■ **Supplied material**

....

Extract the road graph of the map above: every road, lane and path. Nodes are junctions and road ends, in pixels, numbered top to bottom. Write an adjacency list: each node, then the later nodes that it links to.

....

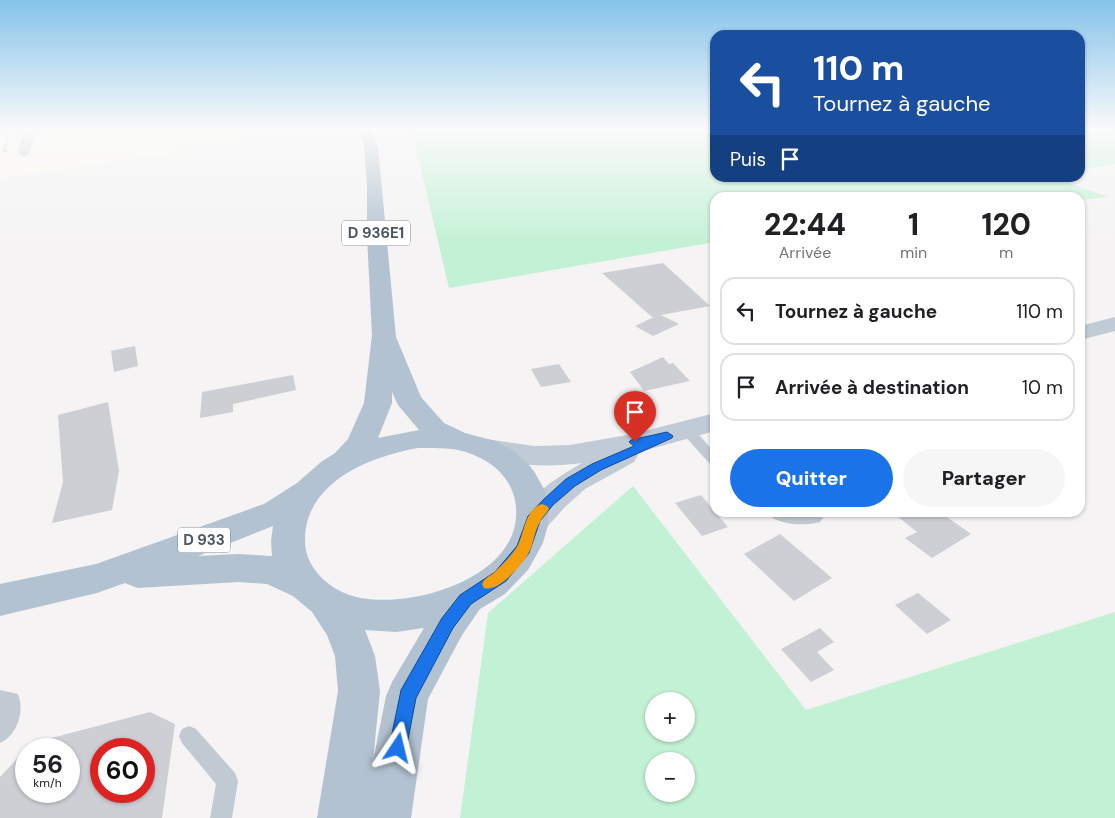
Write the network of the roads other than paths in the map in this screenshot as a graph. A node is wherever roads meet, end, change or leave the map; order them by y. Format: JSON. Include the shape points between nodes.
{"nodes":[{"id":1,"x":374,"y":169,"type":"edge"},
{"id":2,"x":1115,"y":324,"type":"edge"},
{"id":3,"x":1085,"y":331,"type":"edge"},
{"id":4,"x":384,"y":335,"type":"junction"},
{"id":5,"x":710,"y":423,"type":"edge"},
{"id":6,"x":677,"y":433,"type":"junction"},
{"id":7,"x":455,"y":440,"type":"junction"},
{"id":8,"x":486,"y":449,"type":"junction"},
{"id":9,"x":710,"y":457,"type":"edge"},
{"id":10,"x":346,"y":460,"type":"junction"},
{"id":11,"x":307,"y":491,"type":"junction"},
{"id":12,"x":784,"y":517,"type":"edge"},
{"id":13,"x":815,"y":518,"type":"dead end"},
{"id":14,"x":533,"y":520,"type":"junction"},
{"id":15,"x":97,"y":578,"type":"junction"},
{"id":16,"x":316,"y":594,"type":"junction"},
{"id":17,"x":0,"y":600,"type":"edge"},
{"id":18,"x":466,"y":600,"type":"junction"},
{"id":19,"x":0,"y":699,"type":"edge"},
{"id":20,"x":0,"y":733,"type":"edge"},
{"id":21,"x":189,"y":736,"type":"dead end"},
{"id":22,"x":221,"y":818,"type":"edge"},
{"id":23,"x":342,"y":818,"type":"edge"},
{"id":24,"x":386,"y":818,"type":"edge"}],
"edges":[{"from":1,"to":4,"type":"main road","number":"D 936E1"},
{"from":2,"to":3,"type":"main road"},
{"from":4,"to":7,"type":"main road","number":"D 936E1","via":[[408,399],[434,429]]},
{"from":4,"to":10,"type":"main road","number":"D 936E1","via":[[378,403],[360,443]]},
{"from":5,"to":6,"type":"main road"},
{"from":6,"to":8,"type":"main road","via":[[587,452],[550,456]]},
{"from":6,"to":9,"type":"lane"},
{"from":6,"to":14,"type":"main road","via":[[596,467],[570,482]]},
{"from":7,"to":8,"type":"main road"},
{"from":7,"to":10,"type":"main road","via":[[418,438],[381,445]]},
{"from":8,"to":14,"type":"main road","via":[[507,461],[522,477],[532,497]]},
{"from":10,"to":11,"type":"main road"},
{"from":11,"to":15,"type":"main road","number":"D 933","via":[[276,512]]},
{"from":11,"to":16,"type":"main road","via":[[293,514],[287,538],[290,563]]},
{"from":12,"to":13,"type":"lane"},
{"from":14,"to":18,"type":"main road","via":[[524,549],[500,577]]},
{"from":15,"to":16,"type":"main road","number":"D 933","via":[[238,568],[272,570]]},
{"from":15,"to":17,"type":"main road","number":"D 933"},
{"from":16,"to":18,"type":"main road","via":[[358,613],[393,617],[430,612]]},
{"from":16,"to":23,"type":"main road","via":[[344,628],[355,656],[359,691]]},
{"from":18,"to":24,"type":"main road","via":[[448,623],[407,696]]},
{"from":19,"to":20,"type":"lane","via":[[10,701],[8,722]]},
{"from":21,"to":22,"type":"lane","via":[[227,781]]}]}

....

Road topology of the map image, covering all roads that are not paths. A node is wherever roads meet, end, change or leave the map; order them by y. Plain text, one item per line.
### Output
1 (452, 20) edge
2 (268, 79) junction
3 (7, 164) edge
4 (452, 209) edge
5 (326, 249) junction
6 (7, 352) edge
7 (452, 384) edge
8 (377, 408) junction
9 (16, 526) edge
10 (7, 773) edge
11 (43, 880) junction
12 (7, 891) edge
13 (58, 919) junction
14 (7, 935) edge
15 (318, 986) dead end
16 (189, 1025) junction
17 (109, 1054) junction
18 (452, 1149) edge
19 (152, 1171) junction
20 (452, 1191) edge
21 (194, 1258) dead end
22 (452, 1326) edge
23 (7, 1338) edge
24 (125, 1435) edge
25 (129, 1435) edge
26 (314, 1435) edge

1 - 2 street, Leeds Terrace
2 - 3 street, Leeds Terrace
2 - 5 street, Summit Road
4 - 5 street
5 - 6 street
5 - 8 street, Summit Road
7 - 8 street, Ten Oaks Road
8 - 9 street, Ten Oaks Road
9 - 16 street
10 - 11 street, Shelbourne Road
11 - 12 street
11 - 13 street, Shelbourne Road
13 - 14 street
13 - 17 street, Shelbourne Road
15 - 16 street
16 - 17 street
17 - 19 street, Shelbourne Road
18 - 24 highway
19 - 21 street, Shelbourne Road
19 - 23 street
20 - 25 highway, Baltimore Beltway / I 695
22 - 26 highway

....

■ **Task to complete**
Scan each line of the entries above for the word "that" and report how many lines contain it, with nothing else.

■ **Solution for this problem**
2